Inverted sugar syrup

As invert ( Invertose, occasionally trimoline ) is a mixture of material volume equal parts sugar ( glucose) and fructose ( fructose). A similar composition can also have honey, in which case significant deviations may occur from 50:50 ratio.

Production

Invert sugar is made by adding small amounts of acid as a catalyst in hot water in sucrose ( cane or beet sugar) or by treatment with invertase. The sucrose molecules that are composed as disaccharides composed of one grape and one fructose molecule, thereby again broken down into its two monosaccharide components:

This chemical is known as hydrolysis ( in the specific case as sucrose inversion). With the aid of polarized light can be tracked continuously with a polarimeter, as far as the reaction is advanced. At the beginning of the sample consists almost entirely of sucrose, this rotates the plane of polarized light by 65 °. With the reaction progresses, the sucrose breaks down into glucose units with direction 52 ° and fructose with the direction of rotation - 92 °. Since overlap the directions of rotation of the two substances, the finished invert sugar has a direction of rotation of - 20 °, ie the arithmetic mean between the two widely separated individual values. The direction of rotation is reversed so during the reaction order in the other direction ( inversion), this property led to the name of invert sugar.

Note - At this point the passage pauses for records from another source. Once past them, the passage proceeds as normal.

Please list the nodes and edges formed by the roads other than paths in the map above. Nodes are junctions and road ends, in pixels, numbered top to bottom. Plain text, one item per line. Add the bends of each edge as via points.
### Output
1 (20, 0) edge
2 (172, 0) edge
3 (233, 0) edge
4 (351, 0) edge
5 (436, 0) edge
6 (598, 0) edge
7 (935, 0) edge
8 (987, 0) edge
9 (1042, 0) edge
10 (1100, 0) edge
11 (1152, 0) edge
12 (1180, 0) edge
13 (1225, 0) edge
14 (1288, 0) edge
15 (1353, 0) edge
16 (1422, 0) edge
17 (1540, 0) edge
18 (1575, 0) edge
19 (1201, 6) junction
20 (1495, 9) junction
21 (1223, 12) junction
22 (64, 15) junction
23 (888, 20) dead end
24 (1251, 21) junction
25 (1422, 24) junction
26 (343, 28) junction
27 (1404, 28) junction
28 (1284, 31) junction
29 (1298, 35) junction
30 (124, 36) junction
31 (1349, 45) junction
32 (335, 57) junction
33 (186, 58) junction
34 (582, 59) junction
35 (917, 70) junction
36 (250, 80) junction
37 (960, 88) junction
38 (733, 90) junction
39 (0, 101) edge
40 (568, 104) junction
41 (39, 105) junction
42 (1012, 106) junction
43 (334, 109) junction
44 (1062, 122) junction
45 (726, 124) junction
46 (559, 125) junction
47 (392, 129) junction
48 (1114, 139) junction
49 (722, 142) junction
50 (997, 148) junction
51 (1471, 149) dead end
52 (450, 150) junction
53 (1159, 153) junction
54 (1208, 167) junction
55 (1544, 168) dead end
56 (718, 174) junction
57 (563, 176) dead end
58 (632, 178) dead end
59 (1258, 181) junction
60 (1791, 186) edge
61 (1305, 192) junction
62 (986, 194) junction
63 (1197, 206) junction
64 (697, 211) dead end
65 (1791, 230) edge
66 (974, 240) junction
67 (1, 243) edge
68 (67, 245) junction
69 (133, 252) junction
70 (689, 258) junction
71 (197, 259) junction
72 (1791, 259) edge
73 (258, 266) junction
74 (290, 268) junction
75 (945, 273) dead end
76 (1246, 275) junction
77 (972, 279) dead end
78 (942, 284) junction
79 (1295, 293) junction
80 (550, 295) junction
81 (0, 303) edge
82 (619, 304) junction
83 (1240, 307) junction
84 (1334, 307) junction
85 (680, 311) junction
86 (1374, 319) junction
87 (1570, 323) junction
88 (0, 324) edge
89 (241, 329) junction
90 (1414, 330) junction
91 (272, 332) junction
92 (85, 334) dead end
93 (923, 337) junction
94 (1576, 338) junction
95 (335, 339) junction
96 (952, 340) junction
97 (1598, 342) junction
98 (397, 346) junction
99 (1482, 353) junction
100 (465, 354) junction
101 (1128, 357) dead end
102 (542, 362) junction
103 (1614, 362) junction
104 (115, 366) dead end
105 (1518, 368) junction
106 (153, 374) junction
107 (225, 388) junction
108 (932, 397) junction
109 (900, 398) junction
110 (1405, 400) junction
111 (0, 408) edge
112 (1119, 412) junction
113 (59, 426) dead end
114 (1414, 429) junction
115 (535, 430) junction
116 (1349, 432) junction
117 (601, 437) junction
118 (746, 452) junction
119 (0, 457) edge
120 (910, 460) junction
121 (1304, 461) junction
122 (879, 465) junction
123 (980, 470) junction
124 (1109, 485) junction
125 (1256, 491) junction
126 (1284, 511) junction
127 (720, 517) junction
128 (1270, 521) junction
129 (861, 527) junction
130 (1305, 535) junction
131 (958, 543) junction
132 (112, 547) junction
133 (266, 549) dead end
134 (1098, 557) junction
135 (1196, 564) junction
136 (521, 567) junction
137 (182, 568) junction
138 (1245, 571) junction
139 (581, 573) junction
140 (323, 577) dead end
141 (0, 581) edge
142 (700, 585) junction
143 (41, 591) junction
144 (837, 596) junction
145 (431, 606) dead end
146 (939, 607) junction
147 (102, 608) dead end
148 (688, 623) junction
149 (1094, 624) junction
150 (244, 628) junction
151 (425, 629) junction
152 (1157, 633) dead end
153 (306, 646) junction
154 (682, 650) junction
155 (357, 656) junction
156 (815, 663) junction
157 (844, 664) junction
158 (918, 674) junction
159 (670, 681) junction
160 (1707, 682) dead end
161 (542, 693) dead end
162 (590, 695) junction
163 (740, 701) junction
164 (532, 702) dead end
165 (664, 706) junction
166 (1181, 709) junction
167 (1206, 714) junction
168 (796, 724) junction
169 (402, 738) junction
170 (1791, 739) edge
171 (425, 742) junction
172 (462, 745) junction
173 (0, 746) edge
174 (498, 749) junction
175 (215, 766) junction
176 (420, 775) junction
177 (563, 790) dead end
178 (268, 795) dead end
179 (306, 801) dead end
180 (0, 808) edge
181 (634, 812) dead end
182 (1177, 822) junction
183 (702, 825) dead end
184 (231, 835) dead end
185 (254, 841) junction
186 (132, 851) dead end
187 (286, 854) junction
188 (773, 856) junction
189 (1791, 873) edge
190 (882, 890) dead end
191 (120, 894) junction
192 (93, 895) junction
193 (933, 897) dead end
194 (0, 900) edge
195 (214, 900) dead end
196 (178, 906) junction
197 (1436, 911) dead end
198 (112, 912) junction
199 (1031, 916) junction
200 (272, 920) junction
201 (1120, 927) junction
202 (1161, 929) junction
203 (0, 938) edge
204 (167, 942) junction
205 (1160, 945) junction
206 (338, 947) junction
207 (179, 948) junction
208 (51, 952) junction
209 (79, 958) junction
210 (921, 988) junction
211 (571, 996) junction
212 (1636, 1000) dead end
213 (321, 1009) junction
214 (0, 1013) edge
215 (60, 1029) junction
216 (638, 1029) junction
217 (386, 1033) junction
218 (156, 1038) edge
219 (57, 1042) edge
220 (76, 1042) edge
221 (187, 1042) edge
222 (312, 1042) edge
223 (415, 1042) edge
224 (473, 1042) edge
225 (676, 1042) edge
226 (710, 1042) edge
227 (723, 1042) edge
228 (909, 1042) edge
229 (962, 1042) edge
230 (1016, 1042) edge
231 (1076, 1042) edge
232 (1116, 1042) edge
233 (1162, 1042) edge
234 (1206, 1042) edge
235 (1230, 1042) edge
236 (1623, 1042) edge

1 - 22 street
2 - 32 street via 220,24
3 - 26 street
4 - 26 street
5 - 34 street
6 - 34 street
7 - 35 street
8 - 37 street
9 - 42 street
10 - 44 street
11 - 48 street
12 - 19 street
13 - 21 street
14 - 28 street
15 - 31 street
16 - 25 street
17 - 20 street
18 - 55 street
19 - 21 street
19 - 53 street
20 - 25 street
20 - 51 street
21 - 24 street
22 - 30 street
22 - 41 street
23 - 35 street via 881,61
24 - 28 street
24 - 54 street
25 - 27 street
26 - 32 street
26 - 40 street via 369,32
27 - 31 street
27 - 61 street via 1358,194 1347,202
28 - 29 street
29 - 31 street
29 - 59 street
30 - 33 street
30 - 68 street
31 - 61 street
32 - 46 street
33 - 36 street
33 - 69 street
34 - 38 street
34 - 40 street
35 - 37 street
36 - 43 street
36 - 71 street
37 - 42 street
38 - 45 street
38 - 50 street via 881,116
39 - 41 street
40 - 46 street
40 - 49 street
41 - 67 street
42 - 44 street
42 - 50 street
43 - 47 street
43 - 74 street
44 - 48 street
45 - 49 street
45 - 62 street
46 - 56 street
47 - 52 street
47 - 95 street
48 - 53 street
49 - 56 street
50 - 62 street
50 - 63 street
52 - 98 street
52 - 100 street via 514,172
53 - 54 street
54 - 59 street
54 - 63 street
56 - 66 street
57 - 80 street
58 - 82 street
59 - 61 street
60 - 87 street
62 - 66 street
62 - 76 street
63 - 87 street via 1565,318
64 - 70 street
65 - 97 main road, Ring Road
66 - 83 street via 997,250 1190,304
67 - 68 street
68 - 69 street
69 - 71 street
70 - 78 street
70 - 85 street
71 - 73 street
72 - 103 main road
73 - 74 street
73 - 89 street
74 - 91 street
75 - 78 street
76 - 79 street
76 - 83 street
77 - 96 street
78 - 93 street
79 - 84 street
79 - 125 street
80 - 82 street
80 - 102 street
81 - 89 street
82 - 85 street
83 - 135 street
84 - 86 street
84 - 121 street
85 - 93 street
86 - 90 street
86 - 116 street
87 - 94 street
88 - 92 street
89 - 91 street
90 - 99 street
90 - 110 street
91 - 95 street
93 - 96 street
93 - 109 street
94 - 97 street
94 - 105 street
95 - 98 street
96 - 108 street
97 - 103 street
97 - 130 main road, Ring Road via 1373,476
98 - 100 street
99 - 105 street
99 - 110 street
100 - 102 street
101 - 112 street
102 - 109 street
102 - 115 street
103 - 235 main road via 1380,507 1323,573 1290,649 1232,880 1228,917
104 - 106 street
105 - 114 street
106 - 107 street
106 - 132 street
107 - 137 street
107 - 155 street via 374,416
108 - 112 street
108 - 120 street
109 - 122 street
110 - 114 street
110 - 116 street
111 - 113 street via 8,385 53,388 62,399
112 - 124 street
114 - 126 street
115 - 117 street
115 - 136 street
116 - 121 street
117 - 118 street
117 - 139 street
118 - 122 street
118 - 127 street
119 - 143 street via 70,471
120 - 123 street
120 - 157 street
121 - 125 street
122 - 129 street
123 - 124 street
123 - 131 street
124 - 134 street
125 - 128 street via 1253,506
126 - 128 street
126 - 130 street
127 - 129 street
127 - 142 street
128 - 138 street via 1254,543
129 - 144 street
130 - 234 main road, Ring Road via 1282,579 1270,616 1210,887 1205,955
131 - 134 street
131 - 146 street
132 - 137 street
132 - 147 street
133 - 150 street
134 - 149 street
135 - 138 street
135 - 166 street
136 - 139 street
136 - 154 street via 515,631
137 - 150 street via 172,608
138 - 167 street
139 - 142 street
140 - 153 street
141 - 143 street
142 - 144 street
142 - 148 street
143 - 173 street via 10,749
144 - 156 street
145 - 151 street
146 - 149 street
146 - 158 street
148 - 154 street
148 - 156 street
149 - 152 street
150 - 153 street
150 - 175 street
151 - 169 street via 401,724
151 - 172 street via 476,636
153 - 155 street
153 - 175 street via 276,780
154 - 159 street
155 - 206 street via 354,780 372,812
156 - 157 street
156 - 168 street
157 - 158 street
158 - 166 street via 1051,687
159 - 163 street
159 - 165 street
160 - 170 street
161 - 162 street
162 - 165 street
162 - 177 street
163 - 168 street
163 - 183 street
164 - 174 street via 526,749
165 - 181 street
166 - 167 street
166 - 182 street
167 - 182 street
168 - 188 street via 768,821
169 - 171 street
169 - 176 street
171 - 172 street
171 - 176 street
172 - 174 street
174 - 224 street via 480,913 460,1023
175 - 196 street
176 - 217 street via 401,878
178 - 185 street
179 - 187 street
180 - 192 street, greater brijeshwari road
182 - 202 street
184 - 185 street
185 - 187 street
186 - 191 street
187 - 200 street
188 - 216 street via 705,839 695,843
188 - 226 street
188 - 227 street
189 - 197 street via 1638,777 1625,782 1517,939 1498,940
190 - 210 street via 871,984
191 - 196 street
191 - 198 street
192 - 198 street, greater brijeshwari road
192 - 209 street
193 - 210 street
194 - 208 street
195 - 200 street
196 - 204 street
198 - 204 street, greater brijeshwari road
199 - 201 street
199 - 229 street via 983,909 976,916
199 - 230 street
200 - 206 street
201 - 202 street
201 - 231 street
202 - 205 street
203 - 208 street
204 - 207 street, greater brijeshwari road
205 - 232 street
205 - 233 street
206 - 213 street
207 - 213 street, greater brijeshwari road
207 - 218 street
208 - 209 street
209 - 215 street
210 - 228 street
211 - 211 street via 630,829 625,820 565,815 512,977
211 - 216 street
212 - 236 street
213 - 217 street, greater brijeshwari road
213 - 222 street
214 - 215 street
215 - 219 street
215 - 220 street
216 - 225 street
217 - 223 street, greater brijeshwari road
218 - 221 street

Invert sugar can also by microorganisms (certain strains of yeast ) or prepared with immobilized invertase. And glucose isomerase can be used to produce the same amount of substance of glucose -fructose mixtures.

Use

Invert sugar becomes liquid sugar or invert sugar to (formerly called artificial honey ) further processed or used as invert sugar like glucose syrup in the food industry. Invert sugar is also used for winter feeding in beekeeping, and as an additive in many tobacco cigarette brands. In the list of ingredients on food packaging and more often glucose -fructose syrup is cited instead invert sugar syrup, as it is now more commonly produced from starch instead of sucrose. Also commercial sugar syrup for cocktails consists mainly of water and invert. Invert sugar tastes milder and fruit similar than non-inverted sucrose. He also does not crystallize as easily as sucrose, so that the cream or syrup remains liquid for longer than a more highly concentrated sucrose solution. The main reason for this is the fructose, since it is highly hygroscopic and difficult to crystallize.